Determine how many lines below contain the word "Mill", then write that number by itself.

::::

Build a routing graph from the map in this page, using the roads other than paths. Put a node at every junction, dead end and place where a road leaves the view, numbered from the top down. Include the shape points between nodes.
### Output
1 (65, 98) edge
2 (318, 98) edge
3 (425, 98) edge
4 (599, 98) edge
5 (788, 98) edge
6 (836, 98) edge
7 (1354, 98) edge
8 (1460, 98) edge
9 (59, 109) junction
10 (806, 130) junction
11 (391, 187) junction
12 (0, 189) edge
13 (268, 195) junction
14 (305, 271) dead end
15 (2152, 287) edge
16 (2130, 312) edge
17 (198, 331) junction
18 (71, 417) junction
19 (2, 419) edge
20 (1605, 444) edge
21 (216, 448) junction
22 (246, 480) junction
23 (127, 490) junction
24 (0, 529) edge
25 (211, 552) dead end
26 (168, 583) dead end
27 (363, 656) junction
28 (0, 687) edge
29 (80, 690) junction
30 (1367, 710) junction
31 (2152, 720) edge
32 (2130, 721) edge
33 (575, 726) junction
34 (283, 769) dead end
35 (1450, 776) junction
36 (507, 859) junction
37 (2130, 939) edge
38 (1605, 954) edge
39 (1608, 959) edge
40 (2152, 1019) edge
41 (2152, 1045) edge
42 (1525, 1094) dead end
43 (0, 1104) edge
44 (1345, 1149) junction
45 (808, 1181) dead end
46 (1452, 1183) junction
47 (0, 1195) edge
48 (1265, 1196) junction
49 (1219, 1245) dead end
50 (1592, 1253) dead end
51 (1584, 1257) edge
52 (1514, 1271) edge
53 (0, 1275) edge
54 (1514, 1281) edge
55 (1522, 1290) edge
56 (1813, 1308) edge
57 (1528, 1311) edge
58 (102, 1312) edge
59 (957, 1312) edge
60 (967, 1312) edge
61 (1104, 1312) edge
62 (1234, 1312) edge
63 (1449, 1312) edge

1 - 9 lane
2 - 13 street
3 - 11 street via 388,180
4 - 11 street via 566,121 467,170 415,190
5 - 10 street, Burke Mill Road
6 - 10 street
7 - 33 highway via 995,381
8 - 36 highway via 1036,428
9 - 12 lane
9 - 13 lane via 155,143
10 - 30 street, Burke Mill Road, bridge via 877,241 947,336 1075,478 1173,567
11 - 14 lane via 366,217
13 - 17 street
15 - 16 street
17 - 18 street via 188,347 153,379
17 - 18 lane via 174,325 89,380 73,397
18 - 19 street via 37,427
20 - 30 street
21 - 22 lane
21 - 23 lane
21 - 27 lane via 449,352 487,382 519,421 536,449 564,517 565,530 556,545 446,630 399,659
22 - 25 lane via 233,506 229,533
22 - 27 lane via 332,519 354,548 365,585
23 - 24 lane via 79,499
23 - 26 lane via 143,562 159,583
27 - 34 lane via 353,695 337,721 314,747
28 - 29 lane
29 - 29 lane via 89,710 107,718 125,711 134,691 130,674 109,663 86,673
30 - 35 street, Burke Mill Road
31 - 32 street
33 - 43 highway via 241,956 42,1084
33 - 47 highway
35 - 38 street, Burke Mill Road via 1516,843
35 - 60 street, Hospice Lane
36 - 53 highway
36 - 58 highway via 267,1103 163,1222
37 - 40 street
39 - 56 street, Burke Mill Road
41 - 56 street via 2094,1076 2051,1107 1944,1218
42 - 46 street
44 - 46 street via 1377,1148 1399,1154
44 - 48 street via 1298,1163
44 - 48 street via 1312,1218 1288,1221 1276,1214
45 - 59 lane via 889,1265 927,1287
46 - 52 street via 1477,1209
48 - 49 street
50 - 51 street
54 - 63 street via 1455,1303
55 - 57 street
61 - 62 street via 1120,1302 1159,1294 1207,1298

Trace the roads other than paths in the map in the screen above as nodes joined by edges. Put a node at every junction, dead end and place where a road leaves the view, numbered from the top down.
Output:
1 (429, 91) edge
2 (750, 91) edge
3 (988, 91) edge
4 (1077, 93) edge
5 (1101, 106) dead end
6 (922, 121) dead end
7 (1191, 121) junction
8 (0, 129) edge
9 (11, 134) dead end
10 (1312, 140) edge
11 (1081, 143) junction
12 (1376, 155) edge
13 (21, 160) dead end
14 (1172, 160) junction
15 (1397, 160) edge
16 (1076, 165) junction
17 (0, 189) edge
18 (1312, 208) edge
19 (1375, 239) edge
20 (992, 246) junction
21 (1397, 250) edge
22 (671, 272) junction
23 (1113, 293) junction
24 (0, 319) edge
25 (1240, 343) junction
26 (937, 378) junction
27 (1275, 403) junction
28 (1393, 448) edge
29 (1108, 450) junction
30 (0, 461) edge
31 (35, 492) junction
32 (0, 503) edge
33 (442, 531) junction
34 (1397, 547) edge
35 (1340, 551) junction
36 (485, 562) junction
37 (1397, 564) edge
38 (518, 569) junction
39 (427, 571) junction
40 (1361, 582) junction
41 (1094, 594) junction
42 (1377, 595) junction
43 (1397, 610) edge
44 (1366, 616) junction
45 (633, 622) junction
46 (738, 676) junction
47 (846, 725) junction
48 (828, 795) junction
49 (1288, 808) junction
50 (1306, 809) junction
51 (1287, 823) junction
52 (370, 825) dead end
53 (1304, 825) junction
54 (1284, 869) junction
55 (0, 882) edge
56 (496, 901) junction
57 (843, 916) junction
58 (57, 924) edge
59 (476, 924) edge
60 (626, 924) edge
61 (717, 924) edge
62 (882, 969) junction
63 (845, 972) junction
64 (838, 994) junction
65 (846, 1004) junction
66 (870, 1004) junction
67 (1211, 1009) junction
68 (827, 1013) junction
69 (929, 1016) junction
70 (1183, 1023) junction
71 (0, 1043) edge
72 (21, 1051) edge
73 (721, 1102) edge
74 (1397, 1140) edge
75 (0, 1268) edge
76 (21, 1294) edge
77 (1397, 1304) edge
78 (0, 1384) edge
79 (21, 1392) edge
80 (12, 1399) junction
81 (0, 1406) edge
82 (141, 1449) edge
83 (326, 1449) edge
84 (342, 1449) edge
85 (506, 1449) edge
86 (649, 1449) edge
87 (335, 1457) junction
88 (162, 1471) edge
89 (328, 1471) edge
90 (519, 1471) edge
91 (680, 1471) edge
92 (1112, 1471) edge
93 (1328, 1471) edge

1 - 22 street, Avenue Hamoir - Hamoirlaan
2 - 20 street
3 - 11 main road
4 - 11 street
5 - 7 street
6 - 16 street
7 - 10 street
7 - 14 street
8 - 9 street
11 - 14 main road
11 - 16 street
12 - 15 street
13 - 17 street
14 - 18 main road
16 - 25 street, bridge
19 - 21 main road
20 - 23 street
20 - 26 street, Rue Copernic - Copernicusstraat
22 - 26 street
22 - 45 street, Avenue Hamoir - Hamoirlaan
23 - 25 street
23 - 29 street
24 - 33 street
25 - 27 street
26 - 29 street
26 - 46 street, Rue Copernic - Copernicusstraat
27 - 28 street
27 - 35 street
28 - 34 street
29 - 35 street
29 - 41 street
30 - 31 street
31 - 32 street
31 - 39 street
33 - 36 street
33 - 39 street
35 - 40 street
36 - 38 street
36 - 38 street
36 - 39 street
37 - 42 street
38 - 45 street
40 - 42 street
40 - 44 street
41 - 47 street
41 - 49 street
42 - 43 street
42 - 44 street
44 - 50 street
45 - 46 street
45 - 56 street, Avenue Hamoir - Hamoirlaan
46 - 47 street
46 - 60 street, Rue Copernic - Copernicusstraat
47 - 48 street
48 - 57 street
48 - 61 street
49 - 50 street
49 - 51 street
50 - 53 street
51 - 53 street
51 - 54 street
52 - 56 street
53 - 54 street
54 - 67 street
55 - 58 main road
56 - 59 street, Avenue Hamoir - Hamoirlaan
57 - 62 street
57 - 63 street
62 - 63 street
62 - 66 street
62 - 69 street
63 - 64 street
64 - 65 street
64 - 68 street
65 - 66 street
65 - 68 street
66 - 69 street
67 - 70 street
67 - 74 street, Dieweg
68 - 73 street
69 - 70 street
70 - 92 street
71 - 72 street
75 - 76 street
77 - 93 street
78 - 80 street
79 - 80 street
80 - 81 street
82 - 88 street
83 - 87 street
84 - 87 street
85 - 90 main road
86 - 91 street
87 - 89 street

::::

» Response to this task: 5